Editorials

Public is Watching School Dispute By BECKY O'MALLEY

Editorial
Friday April 08, 2005

It seems that the suggestion in this space and in a letter or two that some teachers somewhere might be less than optimum touched a nerve. We’ve received and printed a number of very defensive letters from teachers, many of them zeroing in on one sentence in a long editorial which was generally supportive of teachers’ demands for better pay and smaller classes. This is the offending sentence: 

Sometimes seriously inadequate teachers who really should move on to another profession are protected by the union for much too long. 

From a math teacher, one whom I remember as having an excellent reputation when my children were at Berkeley High, now more that 20 years ago: 

If I were to ask you, Becky O’Malley, … if you believe in due process, I am sure that your answer would be, “Of Course!” Yet … you seem to support it for everyone except for teachers, the individuals who need to impart an understanding of this very important right to the next generation.  

From a union official and junior high teacher: 

Becky O’Malley’s latest editorial demonstrated a surprisingly shallow understanding of the current contract negotiations between teachers and the Berkeley Unified School District and the realities of teaching in Berkeley. Ms. O’Malley suggests that teachers’ unions are protecting “seriously inadequate teachers,” though she doesn’t make it clear whether she thinks this applies to Berkeley. The Berkeley Federation of Teachers (BFT) does not want the teaching profession to be undermined by people who do not have the capacity to meet the challenges of the job. The BFT initiated and is working diligently to implement a Peer Assistance and Review program, which is a nationally recognized approach for dealing with ineffective teachers. 

Several other letters spelled out details of this program, which sounds admirable if it works as planned. One or two teachers suggested that it wasn’t working as well as hoped, but that the fault for its lack of success lay with the school administration, not with the union.  

Did the Planet come out in favor of summary firing without due process for any teacher about whom complaints have been received? Of course not. But school children are very vulnerable to teachers’ performance lapses, and if a student misses out on, for example, all of seventh grade math, it’s hard to catch up. I’m not talking here about the teacher who can’t control a large class, or the one who lacks good knowledge of the subject matter he or she is supposed to be teaching. Such problems can be handled by peer assistance over a period of years. The union official I referred to as a bad teacher didn’t show up for weeks at a time, leaving the class to substitutes, and didn’t read any of the homework until the end of the year. By the time a Peer Assistance and Review Program is able to respond to this kind of serious failure, the year’s over, and the student has missed it.  
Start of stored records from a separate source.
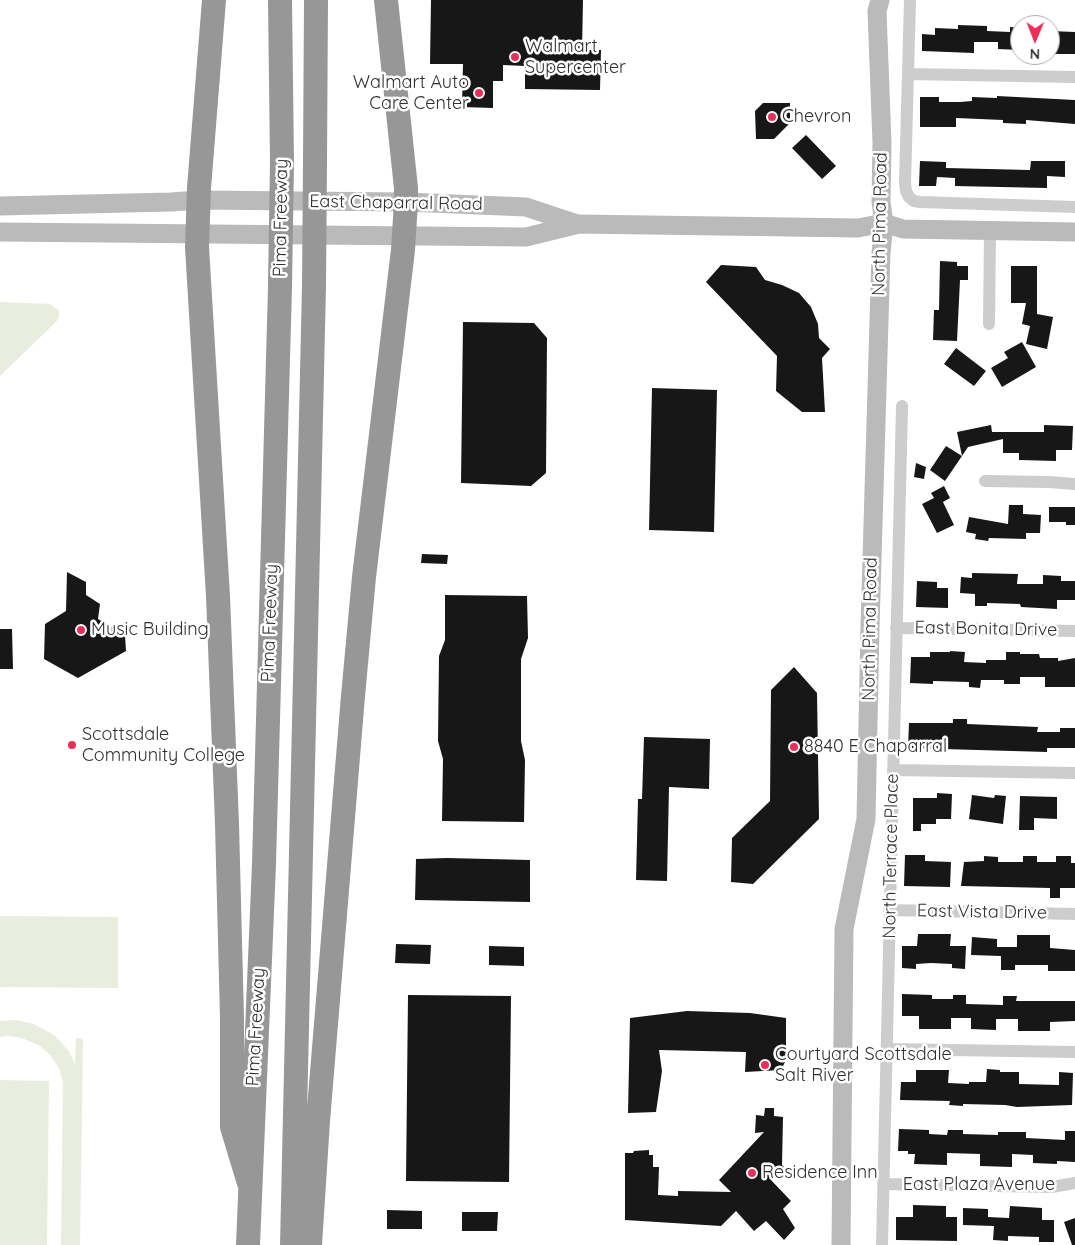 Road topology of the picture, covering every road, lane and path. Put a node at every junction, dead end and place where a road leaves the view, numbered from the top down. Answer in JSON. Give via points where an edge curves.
{"nodes":[{"id":1,"x":214,"y":0,"type":"edge"},
{"id":2,"x":280,"y":0,"type":"edge"},
{"id":3,"x":316,"y":0,"type":"edge"},
{"id":4,"x":386,"y":0,"type":"edge"},
{"id":5,"x":876,"y":4,"type":"edge"},
{"id":6,"x":910,"y":4,"type":"edge"},
{"id":7,"x":908,"y":74,"type":"junction"},
{"id":8,"x":1075,"y":77,"type":"edge"},
{"id":9,"x":199,"y":200,"type":"junction"},
{"id":10,"x":406,"y":202,"type":"junction"},
{"id":11,"x":0,"y":206,"type":"edge"},
{"id":12,"x":1075,"y":207,"type":"edge"},
{"id":13,"x":884,"y":223,"type":"junction"},
{"id":14,"x":579,"y":224,"type":"junction"},
{"id":15,"x":990,"y":230,"type":"junction"},
{"id":16,"x":0,"y":232,"type":"edge"},
{"id":17,"x":1075,"y":232,"type":"edge"},
{"id":18,"x":197,"y":233,"type":"junction"},
{"id":19,"x":404,"y":237,"type":"junction"},
{"id":20,"x":989,"y":324,"type":"dead end"},
{"id":21,"x":902,"y":406,"type":"dead end"},
{"id":22,"x":985,"y":481,"type":"dead end"},
{"id":23,"x":1075,"y":484,"type":"edge"},
{"id":24,"x":896,"y":628,"type":"junction"},
{"id":25,"x":1075,"y":631,"type":"edge"},
{"id":26,"x":893,"y":770,"type":"junction"},
{"id":27,"x":1075,"y":774,"type":"edge"},
{"id":28,"x":889,"y":910,"type":"junction"},
{"id":29,"x":1075,"y":914,"type":"edge"},
{"id":30,"x":887,"y":1049,"type":"junction"},
{"id":31,"x":1075,"y":1052,"type":"edge"},
{"id":32,"x":249,"y":1183,"type":"junction"},
{"id":33,"x":1075,"y":1183,"type":"edge"},
{"id":34,"x":883,"y":1184,"type":"junction"},
{"id":35,"x":248,"y":1245,"type":"edge"},
{"id":36,"x":292,"y":1245,"type":"edge"},
{"id":37,"x":310,"y":1245,"type":"edge"},
{"id":38,"x":841,"y":1245,"type":"edge"},
{"id":39,"x":882,"y":1245,"type":"edge"}],
"edges":[{"from":1,"to":9,"type":"highway"},
{"from":2,"to":32,"type":"highway","name":"Pima Freeway","bridge":true,"via":[[280,286],[264,864]]},
{"from":3,"to":36,"type":"highway","name":"Pima Freeway","bridge":true,"via":[[314,286]]},
{"from":4,"to":10,"type":"highway"},
{"from":5,"to":13,"type":"main road","name":"North Pima Road","via":[[882,143],[880,202]]},
{"from":6,"to":7,"type":"street","name":"North Pima Road"},
{"from":7,"to":8,"type":"street"},
{"from":7,"to":12,"type":"street","name":"North Pima Road","via":[[905,183],[906,191],[914,201]]},
{"from":9,"to":10,"type":"main road","name":"East Chaparral Road"},
{"from":9,"to":11,"type":"main road","name":"East Chaparral Road"},
{"from":9,"to":18,"type":"highway"},
{"from":10,"to":14,"type":"main road","name":"East Chaparral Road","via":[[526,207]]},
{"from":10,"to":19,"type":"highway"},
{"from":13,"to":14,"type":"main road","name":"East Chaparral Road","via":[[858,228]]},
{"from":13,"to":15,"type":"main road","name":"East Chaparral Road","via":[[903,229]]},
{"from":13,"to":38,"type":"main road","name":"North Pima Road","via":[[880,263],[866,819],[844,929]]},
{"from":14,"to":19,"type":"main road","name":"East Chaparral Road","via":[[526,237]]},
{"from":15,"to":17,"type":"main road","name":"East Chaparral Road"},
{"from":15,"to":20,"type":"street"},
{"from":16,"to":18,"type":"main road","name":"East Chaparral Road"},
{"from":18,"to":19,"type":"main road","name":"East Chaparral Road"},
{"from":18,"to":32,"type":"highway","via":[[223,723],[232,1127]]},
{"from":19,"to":37,"type":"highway","via":[[364,577]]},
{"from":21,"to":24,"type":"street","name":"North Terrace Place"},
{"from":22,"to":23,"type":"street"},
{"from":24,"to":25,"type":"street","name":"East Bonita Drive"},
{"from":24,"to":26,"type":"street","name":"North Terrace Place"},
{"from":26,"to":27,"type":"street"},
{"from":26,"to":28,"type":"street","name":"North Terrace Place"},
{"from":28,"to":29,"type":"street","name":"East Vista Drive"},
{"from":28,"to":30,"type":"street","name":"North Terrace Place"},
{"from":30,"to":31,"type":"street"},
{"from":30,"to":34,"type":"street","name":"North Terrace Place"},
{"from":32,"to":35,"type":"highway","name":"Pima Freeway"},
{"from":33,"to":34,"type":"street","name":"East Plaza Avenue","via":[[1052,1187]]},
{"from":34,"to":39,"type":"street","name":"North Terrace Place"}]}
We’ve heard from a number of parents and students who believe that the teachers’ work-to-rule campaign which is now underway is having the same kind of irreparable effect on many children. We’ve printed some of the letters, but some correspondents say they’re afraid to let their names be used for fear of reprisals against their kids. There are two ways to analyze the work-to-rule tactic. One is that the kids won’t be hurt because they don’t really need the services that they’re missing out on. The other is that they will be hurt, because the services the teachers are withholding are essential. The truth lies somewhere between the two extremes. But you don’t have to be a public relations genius to determine that work-to-rule has the potential for PR pitfalls.  

We haven’t heard that either side in the contract dispute is polling the public to see how they’re reacting to the news that’s come out of the negotiations. The unfortunate probability is that the first poll on the performance of BUSD’s administration and its teachers will be the election less than two years hence when taxpayers will once again be asked to support the Berkeley Schools Excellence Project (BSEP), a supplementary local school tax started in 1986. BSEP funds have provided nearly 10% of the Berkeley school district's total budget. The BSEP tax Measure B was one of the few winners in the last election, but if either teachers or administrators or both come out of the current negotiations looking bad, that could change.